**** EXERCISE DATA

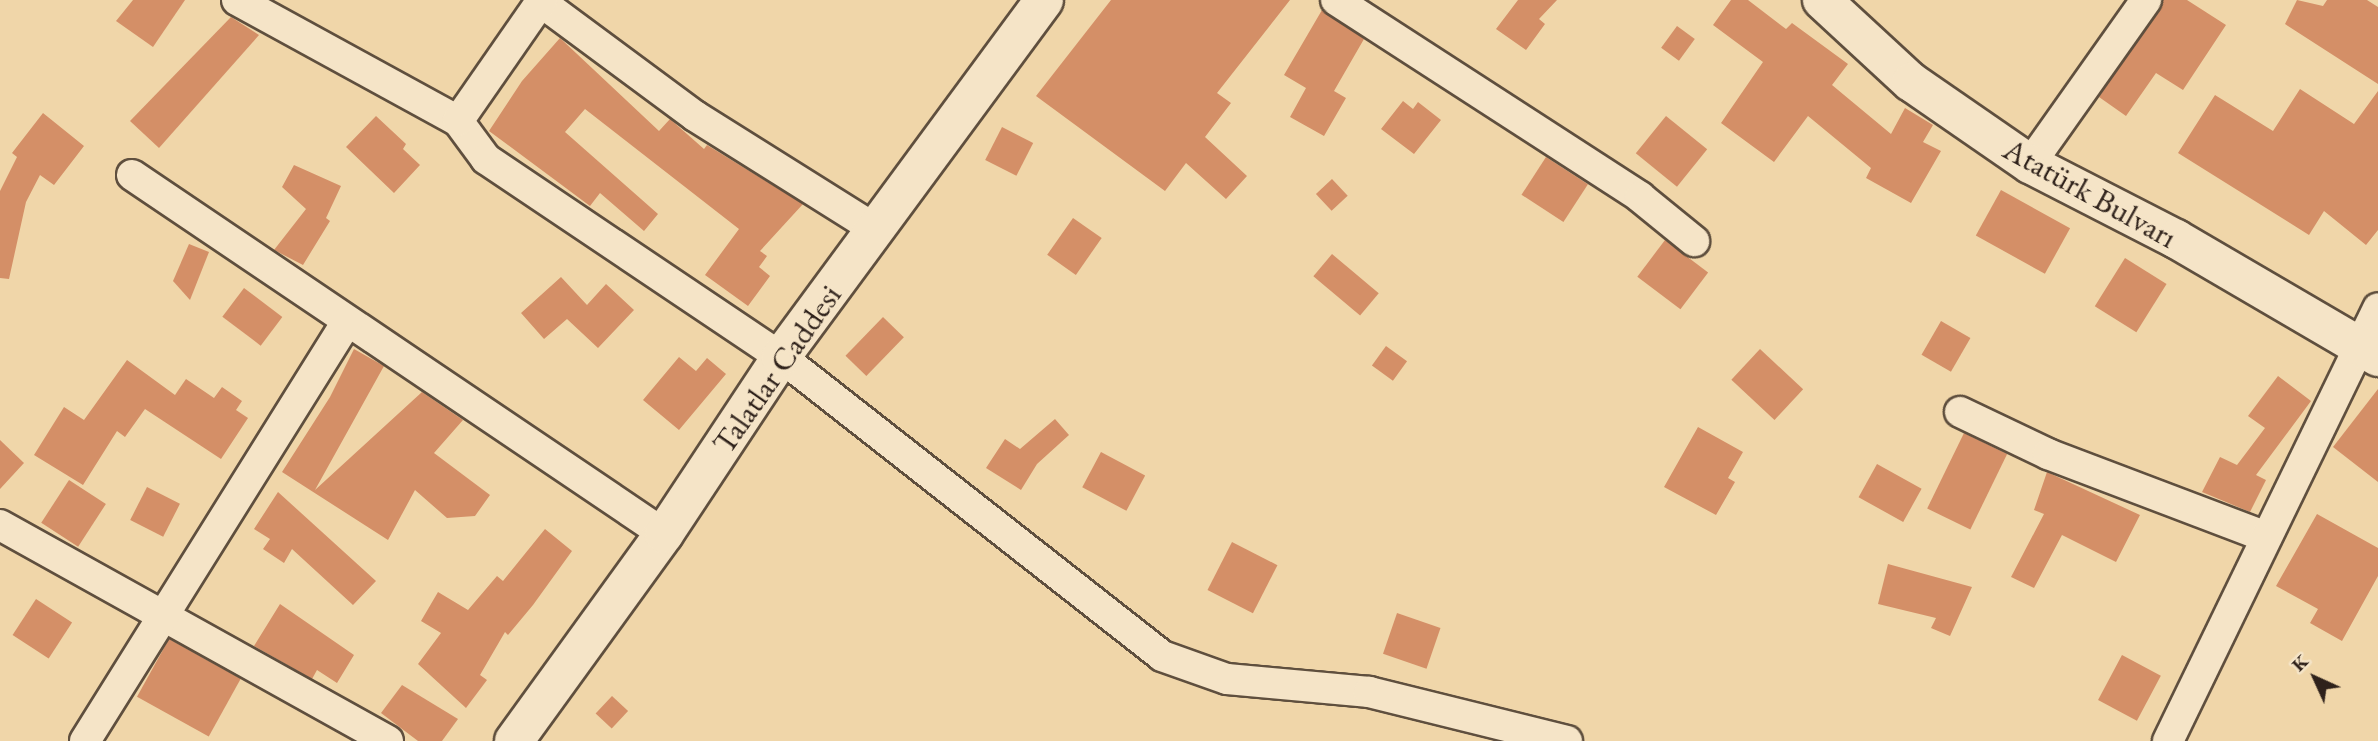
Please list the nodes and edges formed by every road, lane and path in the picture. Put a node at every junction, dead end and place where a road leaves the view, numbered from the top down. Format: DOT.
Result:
graph roads {
  1 [pos="237,0"];
  2 [pos="1044,0"];
  3 [pos="1336,0"];
  4 [pos="2146,0"];
  5 [pos="541,1"];
  6 [pos="1831,4"];
  7 [pos="458,121"];
  8 [pos="2030,164"];
  9 [pos="132,175"];
  10 [pos="875,229"];
  11 [pos="1694,241"];
  12 [pos="2378,309"];
  13 [pos="347,321"];
  14 [pos="2370,352"];
  15 [pos="781,357"];
  16 [pos="1960,412"];
  17 [pos="0,525"];
  18 [pos="664,534"];
  19 [pos="2264,536"];
  20 [pos="166,617"];
  21 [pos="85,741"];
  22 [pos="388,741"];
  23 [pos="514,741"];
  24 [pos="1567,741"];
  25 [pos="2168,741"];
  1 -- 7 [label="street"];
  2 -- 10 [label="street, Talatlar Caddesi"];
  3 -- 11 [label="street"];
  4 -- 8 [label="street"];
  5 -- 7 [label="street"];
  5 -- 10 [label="street"];
  6 -- 8 [label="street, Atatürk Bulvarı"];
  7 -- 15 [label="street"];
  8 -- 14 [label="street, Atatürk Bulvarı"];
  9 -- 13 [label="street"];
  10 -- 15 [label="street, Talatlar Caddesi"];
  12 -- 14 [label="street"];
  13 -- 18 [label="street"];
  13 -- 20 [label="street"];
  14 -- 19 [label="street"];
  15 -- 18 [label="street, Talatlar Caddesi"];
  15 -- 24 [label="street"];
  16 -- 19 [label="street"];
  17 -- 20 [label="street"];
  18 -- 23 [label="street, Talatlar Caddesi"];
  19 -- 25 [label="street"];
  20 -- 21 [label="street"];
  20 -- 22 [label="street"];
}
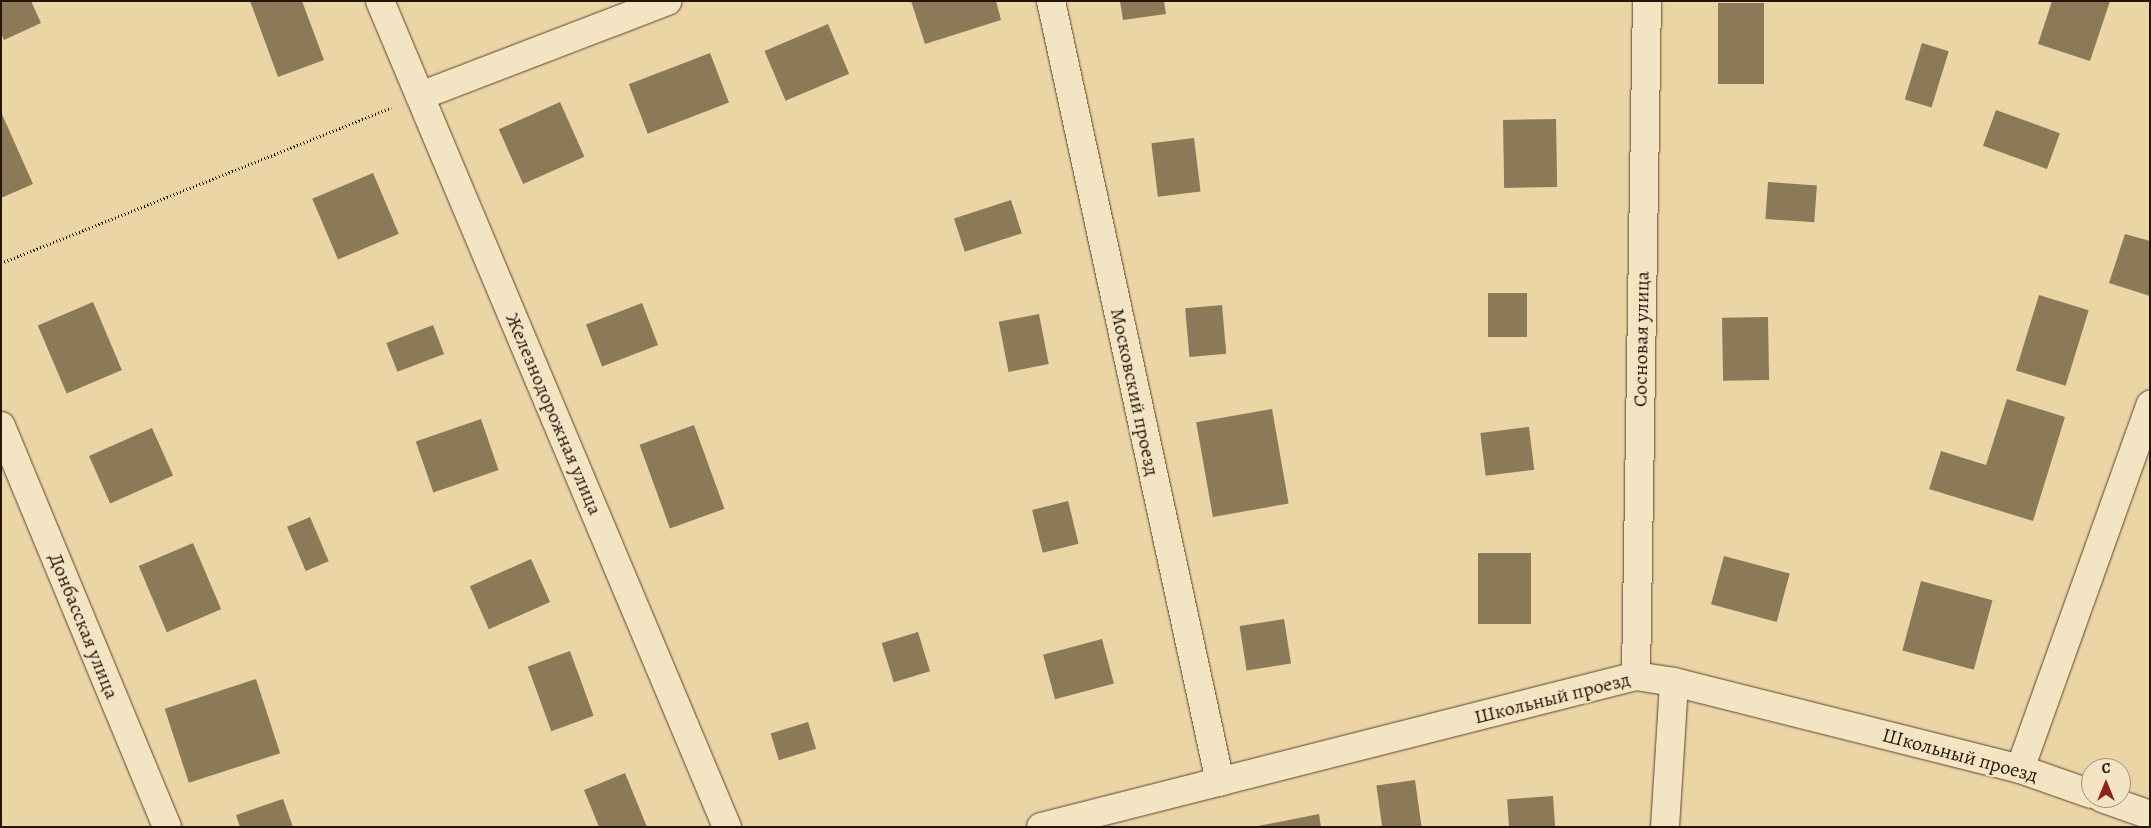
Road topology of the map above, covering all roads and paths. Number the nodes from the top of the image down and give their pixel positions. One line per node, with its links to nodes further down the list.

********

[THE PROBLEM] Look through the lines above and collect those with the word "nodes".

[EXERCISE SOLUTION]
Please list the nodes and edges formed by every road, lane and path in the picture. Put a node at every junction, dead end and place where a road leaves the view, numbered from the top down. Format: DOT.
Road topology of the map above, covering all roads and paths. Number the nodes from the top of the image down and give their pixel positions. One line per node, with its links to nodes further down the list.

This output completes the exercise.